Dataset entries
-- Opening Marker --
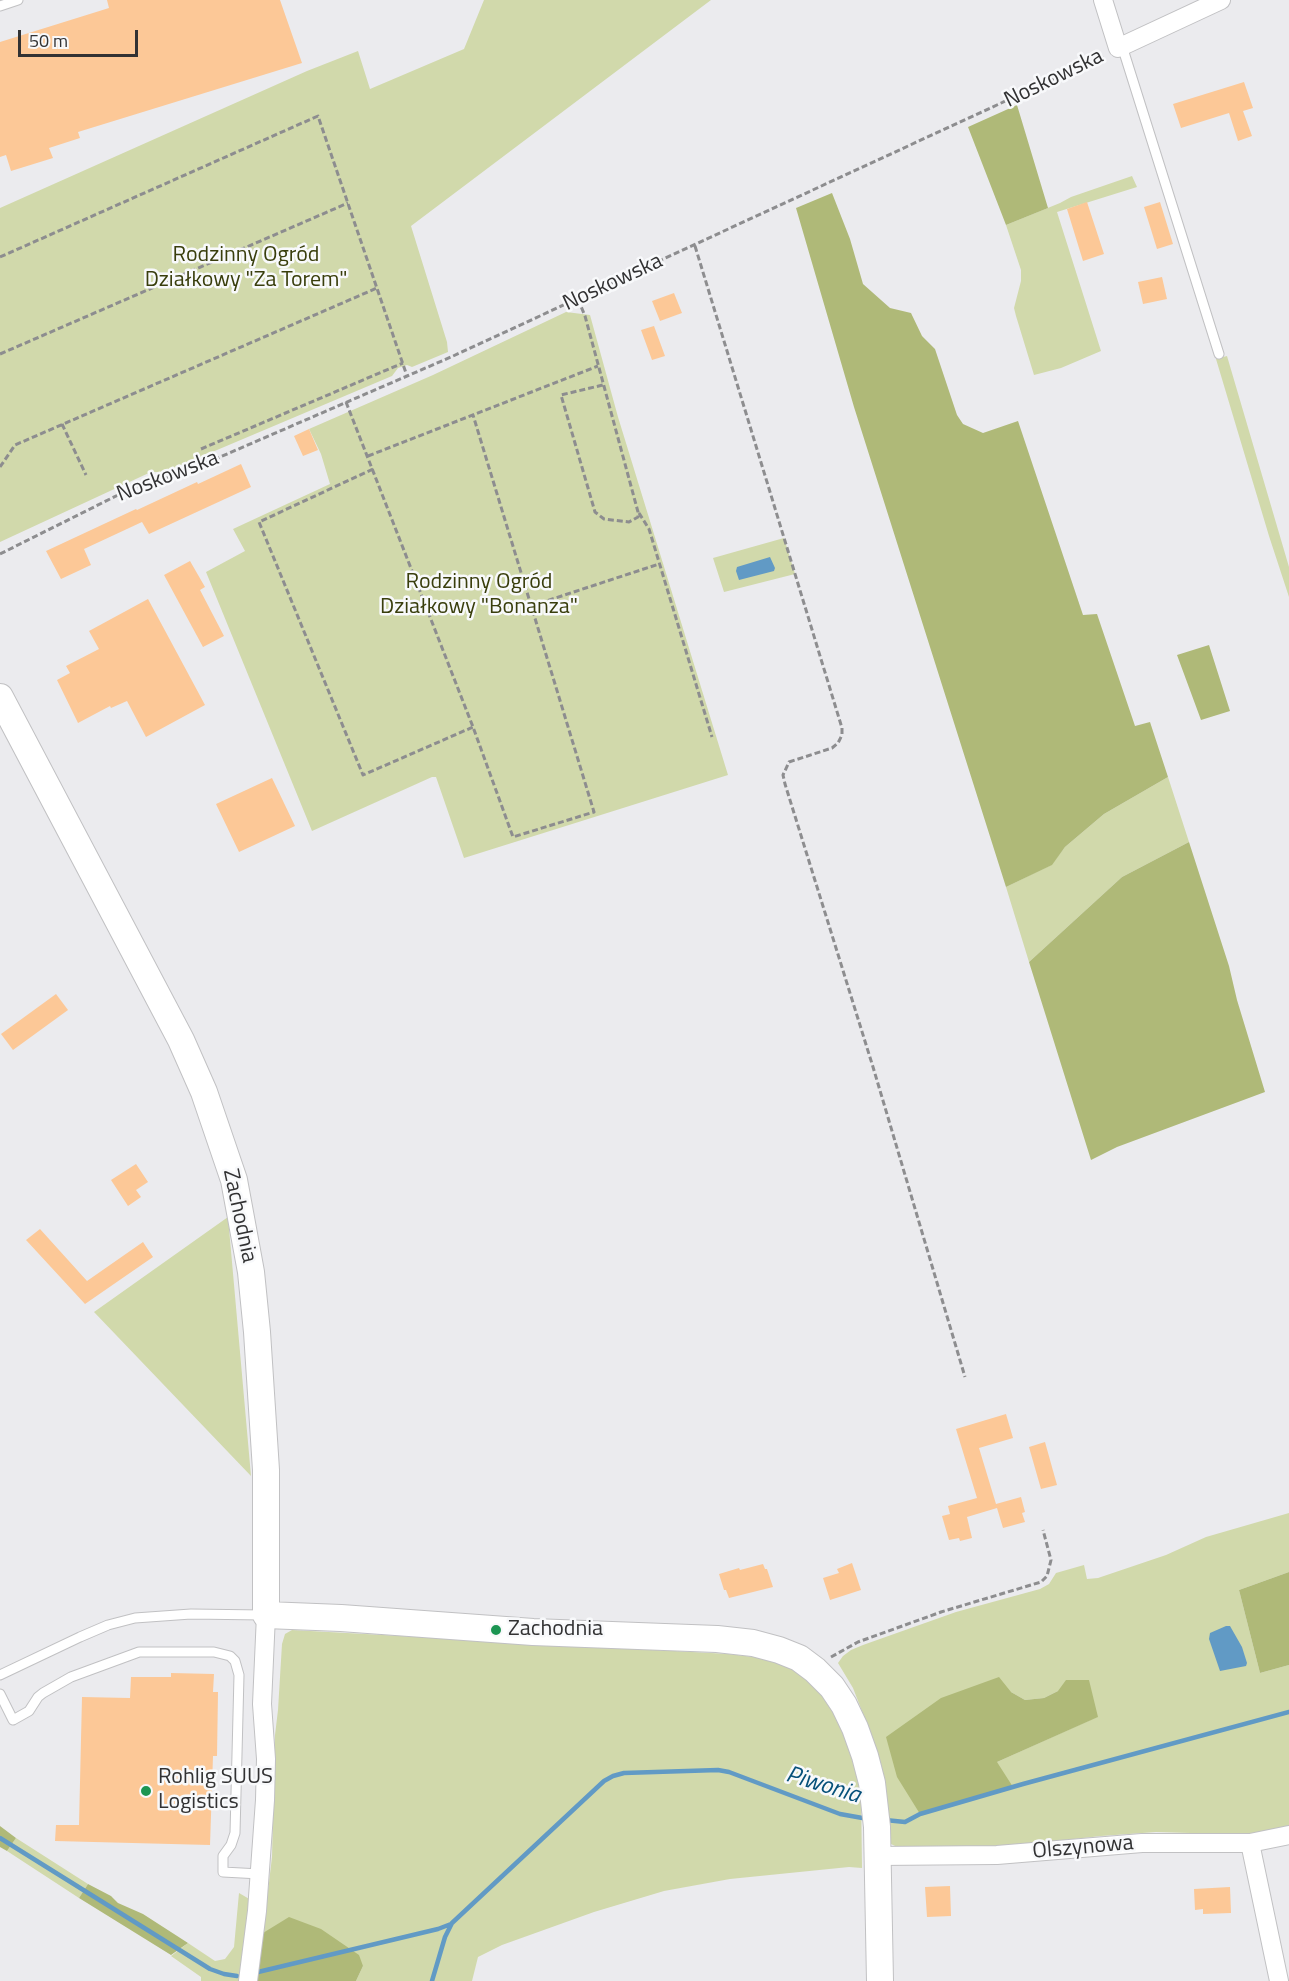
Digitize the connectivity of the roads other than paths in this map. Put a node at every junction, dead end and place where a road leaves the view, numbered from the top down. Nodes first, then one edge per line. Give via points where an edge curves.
1 (18, 0) edge
2 (1103, 0) edge
3 (1221, 0) edge
4 (0, 6) edge
5 (1120, 47) junction
6 (1219, 354) dead end
7 (0, 697) edge
8 (266, 1616) junction
9 (0, 1675) edge
10 (0, 1694) edge
11 (1289, 1835) edge
12 (1250, 1843) junction
13 (877, 1856) junction
14 (260, 1874) junction
15 (248, 1981) edge
16 (880, 1981) edge
17 (1278, 1981) edge

1 - 4 lane
2 - 5 street
3 - 5 street, Noskowska
5 - 6 lane
7 - 8 street, Zachodnia via 181,1040 204,1092 234,1180 251,1272 257,1332 267,1470
8 - 9 lane via 191,1614 135,1618 108,1625
8 - 13 street via 717,1639 779,1650 799,1658 832,1687 855,1728 872,1783
8 - 14 street via 262,1704 266,1779
10 - 14 lane via 13,1720 29,1711 43,1693 71,1677 139,1652 214,1652 230,1656 239,1675 235,1833 223,1856 223,1872
11 - 12 street, Olszynowa
12 - 13 street, Olszynowa via 1142,1843 1006,1854
12 - 17 street
13 - 16 street
14 - 15 street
-- Closing Marker --
→ Activity: Only the text of the records is to be reproduced exactly; skip the pictures.

→ Expected output:
Digitize the connectivity of the roads other than paths in this map. Put a node at every junction, dead end and place where a road leaves the view, numbered from the top down. Nodes first, then one edge per line. Give via points where an edge curves.
1 (18, 0) edge
2 (1103, 0) edge
3 (1221, 0) edge
4 (0, 6) edge
5 (1120, 47) junction
6 (1219, 354) dead end
7 (0, 697) edge
8 (266, 1616) junction
9 (0, 1675) edge
10 (0, 1694) edge
11 (1289, 1835) edge
12 (1250, 1843) junction
13 (877, 1856) junction
14 (260, 1874) junction
15 (248, 1981) edge
16 (880, 1981) edge
17 (1278, 1981) edge

1 - 4 lane
2 - 5 street
3 - 5 street, Noskowska
5 - 6 lane
7 - 8 street, Zachodnia via 181,1040 204,1092 234,1180 251,1272 257,1332 267,1470
8 - 9 lane via 191,1614 135,1618 108,1625
8 - 13 street via 717,1639 779,1650 799,1658 832,1687 855,1728 872,1783
8 - 14 street via 262,1704 266,1779
10 - 14 lane via 13,1720 29,1711 43,1693 71,1677 139,1652 214,1652 230,1656 239,1675 235,1833 223,1856 223,1872
11 - 12 street, Olszynowa
12 - 13 street, Olszynowa via 1142,1843 1006,1854
12 - 17 street
13 - 16 street
14 - 15 street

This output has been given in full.